Every record below should be repeated exactly. Omit the pictures.

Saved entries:
+++

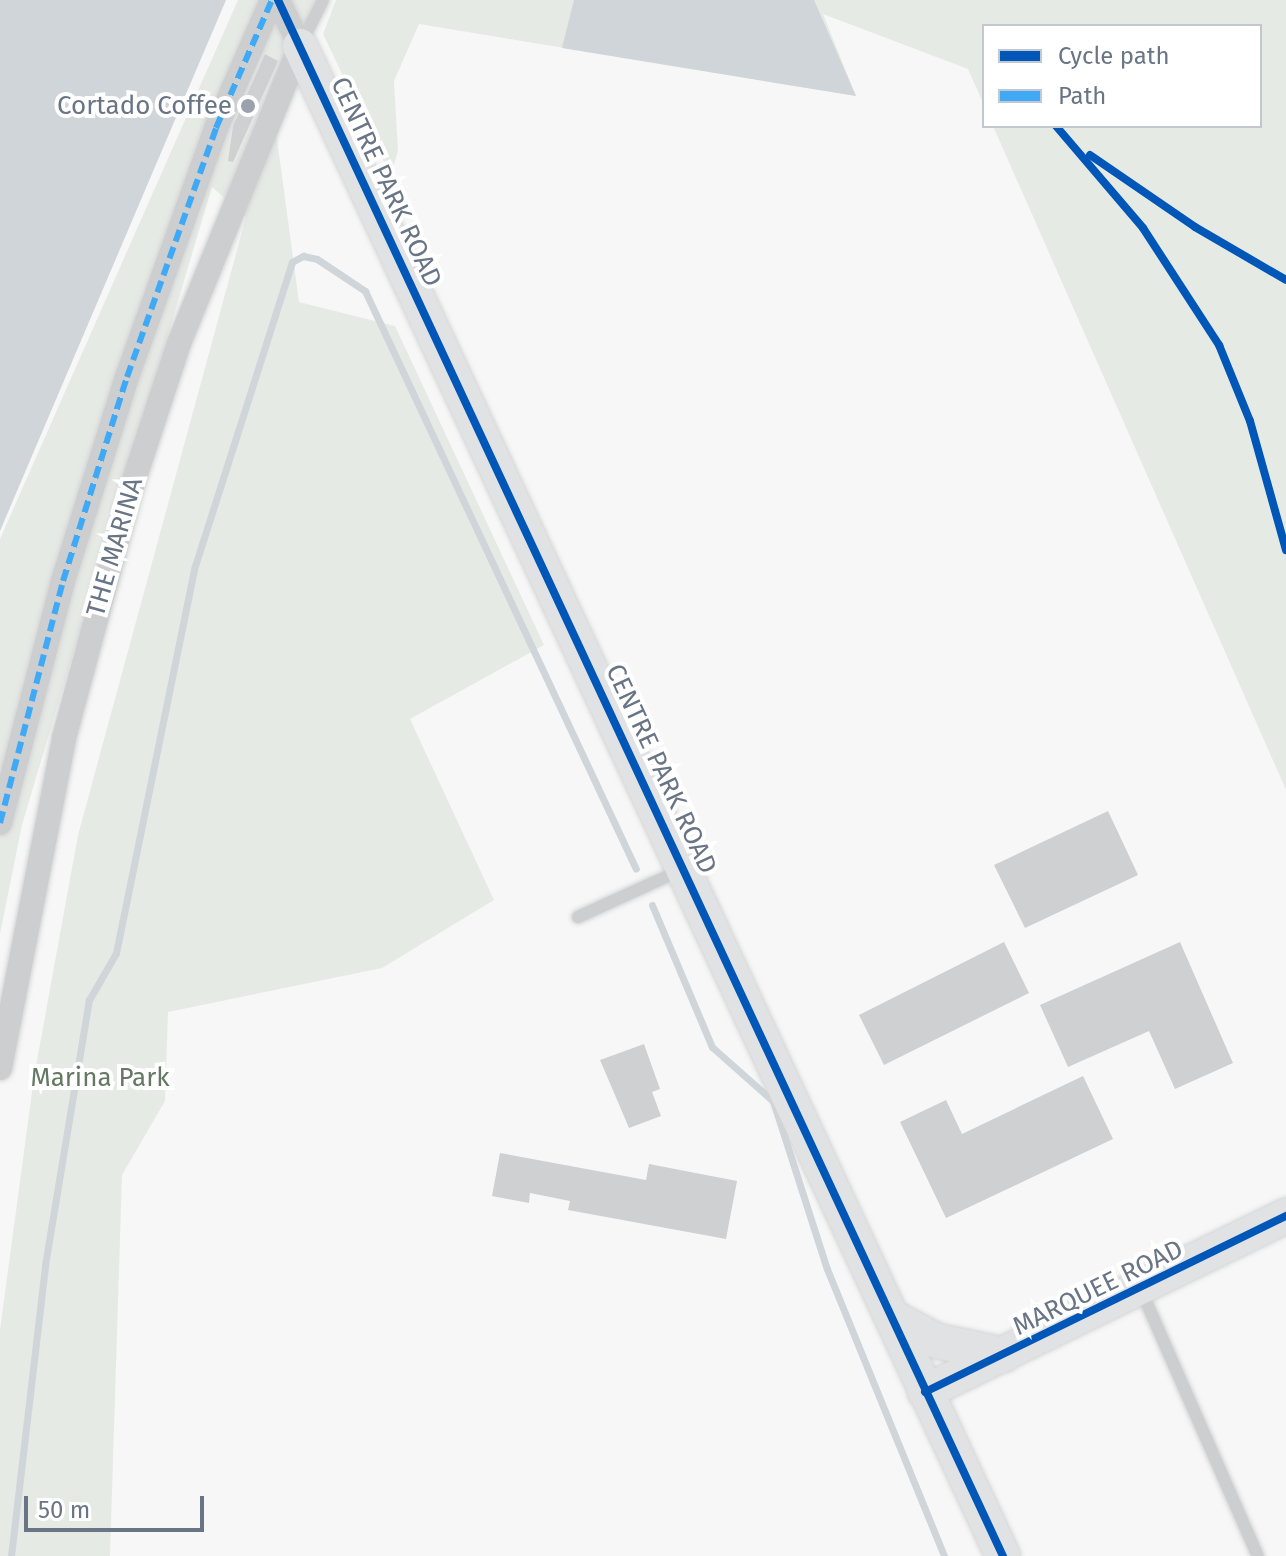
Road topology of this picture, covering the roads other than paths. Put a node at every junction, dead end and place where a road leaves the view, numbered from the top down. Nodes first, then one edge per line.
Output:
1 (272, 0) edge
2 (278, 0) edge
3 (323, 0) edge
4 (300, 46) junction
5 (0, 823) edge
6 (685, 868) junction
7 (578, 917) dead end
8 (0, 1068) edge
9 (1286, 1216) edge
10 (1141, 1290) junction
11 (892, 1317) junction
12 (1004, 1355) junction
13 (925, 1392) junction
14 (1003, 1556) edge
15 (1258, 1556) edge

1 - 5 street, THE MARINA
2 - 4 street, CENTRE PARK ROAD
3 - 4 lane
4 - 6 street, CENTRE PARK ROAD
4 - 8 street, THE MARINA
6 - 7 lane
6 - 11 street, CENTRE PARK ROAD
9 - 10 street, MARQUEE ROAD
10 - 12 street, MARQUEE ROAD
10 - 15 lane
11 - 12 street
11 - 13 street, CENTRE PARK ROAD
12 - 13 street, MARQUEE ROAD
13 - 14 street, CENTRE PARK ROAD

+++

Written reply
Road topology of this picture, covering the roads other than paths. Put a node at every junction, dead end and place where a road leaves the view, numbered from the top down. Nodes first, then one edge per line.
Output:
1 (272, 0) edge
2 (278, 0) edge
3 (323, 0) edge
4 (300, 46) junction
5 (0, 823) edge
6 (685, 868) junction
7 (578, 917) dead end
8 (0, 1068) edge
9 (1286, 1216) edge
10 (1141, 1290) junction
11 (892, 1317) junction
12 (1004, 1355) junction
13 (925, 1392) junction
14 (1003, 1556) edge
15 (1258, 1556) edge

1 - 5 street, THE MARINA
2 - 4 street, CENTRE PARK ROAD
3 - 4 lane
4 - 6 street, CENTRE PARK ROAD
4 - 8 street, THE MARINA
6 - 7 lane
6 - 11 street, CENTRE PARK ROAD
9 - 10 street, MARQUEE ROAD
10 - 12 street, MARQUEE ROAD
10 - 15 lane
11 - 12 street
11 - 13 street, CENTRE PARK ROAD
12 - 13 street, MARQUEE ROAD
13 - 14 street, CENTRE PARK ROAD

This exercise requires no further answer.